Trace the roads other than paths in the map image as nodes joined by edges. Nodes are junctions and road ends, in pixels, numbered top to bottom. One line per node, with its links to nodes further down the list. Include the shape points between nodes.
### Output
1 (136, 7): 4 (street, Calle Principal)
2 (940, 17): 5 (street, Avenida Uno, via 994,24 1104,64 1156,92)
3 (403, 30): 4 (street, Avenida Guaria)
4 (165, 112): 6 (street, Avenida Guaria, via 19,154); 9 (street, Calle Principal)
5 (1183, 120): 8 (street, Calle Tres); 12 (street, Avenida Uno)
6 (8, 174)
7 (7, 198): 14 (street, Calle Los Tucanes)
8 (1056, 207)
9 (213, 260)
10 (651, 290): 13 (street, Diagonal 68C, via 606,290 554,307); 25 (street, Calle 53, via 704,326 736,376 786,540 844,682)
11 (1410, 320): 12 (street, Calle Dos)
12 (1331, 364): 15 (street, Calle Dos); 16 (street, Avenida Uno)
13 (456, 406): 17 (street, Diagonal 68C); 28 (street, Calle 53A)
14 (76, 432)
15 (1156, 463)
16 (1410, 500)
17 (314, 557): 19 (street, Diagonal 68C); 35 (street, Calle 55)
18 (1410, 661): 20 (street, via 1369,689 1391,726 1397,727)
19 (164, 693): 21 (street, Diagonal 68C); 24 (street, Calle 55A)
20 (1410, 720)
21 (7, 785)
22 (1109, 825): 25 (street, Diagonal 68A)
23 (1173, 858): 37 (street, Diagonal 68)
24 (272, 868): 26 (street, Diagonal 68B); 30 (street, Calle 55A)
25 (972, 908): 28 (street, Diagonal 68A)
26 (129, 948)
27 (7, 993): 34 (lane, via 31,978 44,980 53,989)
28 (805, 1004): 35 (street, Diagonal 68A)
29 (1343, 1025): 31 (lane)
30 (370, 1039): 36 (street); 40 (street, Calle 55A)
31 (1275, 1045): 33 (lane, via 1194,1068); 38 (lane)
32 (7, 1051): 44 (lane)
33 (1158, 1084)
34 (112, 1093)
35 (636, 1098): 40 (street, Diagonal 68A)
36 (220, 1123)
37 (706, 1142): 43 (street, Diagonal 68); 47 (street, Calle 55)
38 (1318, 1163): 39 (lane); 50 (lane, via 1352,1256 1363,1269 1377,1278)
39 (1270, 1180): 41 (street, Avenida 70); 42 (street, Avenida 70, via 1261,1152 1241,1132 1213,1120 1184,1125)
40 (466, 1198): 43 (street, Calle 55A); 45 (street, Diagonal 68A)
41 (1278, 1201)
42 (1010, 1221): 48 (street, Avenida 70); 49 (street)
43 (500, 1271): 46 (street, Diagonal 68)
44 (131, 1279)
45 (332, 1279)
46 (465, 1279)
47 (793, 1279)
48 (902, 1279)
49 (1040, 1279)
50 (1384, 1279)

====

-- TASK PROMPT --
The data given before this task must be transcribed exactly and in full.

-- ANSWER TO THIS TASK --
Trace the roads other than paths in the map image as nodes joined by edges. Nodes are junctions and road ends, in pixels, numbered top to bottom. One line per node, with its links to nodes further down the list. Include the shape points between nodes.
### Output
1 (136, 7): 4 (street, Calle Principal)
2 (940, 17): 5 (street, Avenida Uno, via 994,24 1104,64 1156,92)
3 (403, 30): 4 (street, Avenida Guaria)
4 (165, 112): 6 (street, Avenida Guaria, via 19,154); 9 (street, Calle Principal)
5 (1183, 120): 8 (street, Calle Tres); 12 (street, Avenida Uno)
6 (8, 174)
7 (7, 198): 14 (street, Calle Los Tucanes)
8 (1056, 207)
9 (213, 260)
10 (651, 290): 13 (street, Diagonal 68C, via 606,290 554,307); 25 (street, Calle 53, via 704,326 736,376 786,540 844,682)
11 (1410, 320): 12 (street, Calle Dos)
12 (1331, 364): 15 (street, Calle Dos); 16 (street, Avenida Uno)
13 (456, 406): 17 (street, Diagonal 68C); 28 (street, Calle 53A)
14 (76, 432)
15 (1156, 463)
16 (1410, 500)
17 (314, 557): 19 (street, Diagonal 68C); 35 (street, Calle 55)
18 (1410, 661): 20 (street, via 1369,689 1391,726 1397,727)
19 (164, 693): 21 (street, Diagonal 68C); 24 (street, Calle 55A)
20 (1410, 720)
21 (7, 785)
22 (1109, 825): 25 (street, Diagonal 68A)
23 (1173, 858): 37 (street, Diagonal 68)
24 (272, 868): 26 (street, Diagonal 68B); 30 (street, Calle 55A)
25 (972, 908): 28 (street, Diagonal 68A)
26 (129, 948)
27 (7, 993): 34 (lane, via 31,978 44,980 53,989)
28 (805, 1004): 35 (street, Diagonal 68A)
29 (1343, 1025): 31 (lane)
30 (370, 1039): 36 (street); 40 (street, Calle 55A)
31 (1275, 1045): 33 (lane, via 1194,1068); 38 (lane)
32 (7, 1051): 44 (lane)
33 (1158, 1084)
34 (112, 1093)
35 (636, 1098): 40 (street, Diagonal 68A)
36 (220, 1123)
37 (706, 1142): 43 (street, Diagonal 68); 47 (street, Calle 55)
38 (1318, 1163): 39 (lane); 50 (lane, via 1352,1256 1363,1269 1377,1278)
39 (1270, 1180): 41 (street, Avenida 70); 42 (street, Avenida 70, via 1261,1152 1241,1132 1213,1120 1184,1125)
40 (466, 1198): 43 (street, Calle 55A); 45 (street, Diagonal 68A)
41 (1278, 1201)
42 (1010, 1221): 48 (street, Avenida 70); 49 (street)
43 (500, 1271): 46 (street, Diagonal 68)
44 (131, 1279)
45 (332, 1279)
46 (465, 1279)
47 (793, 1279)
48 (902, 1279)
49 (1040, 1279)
50 (1384, 1279)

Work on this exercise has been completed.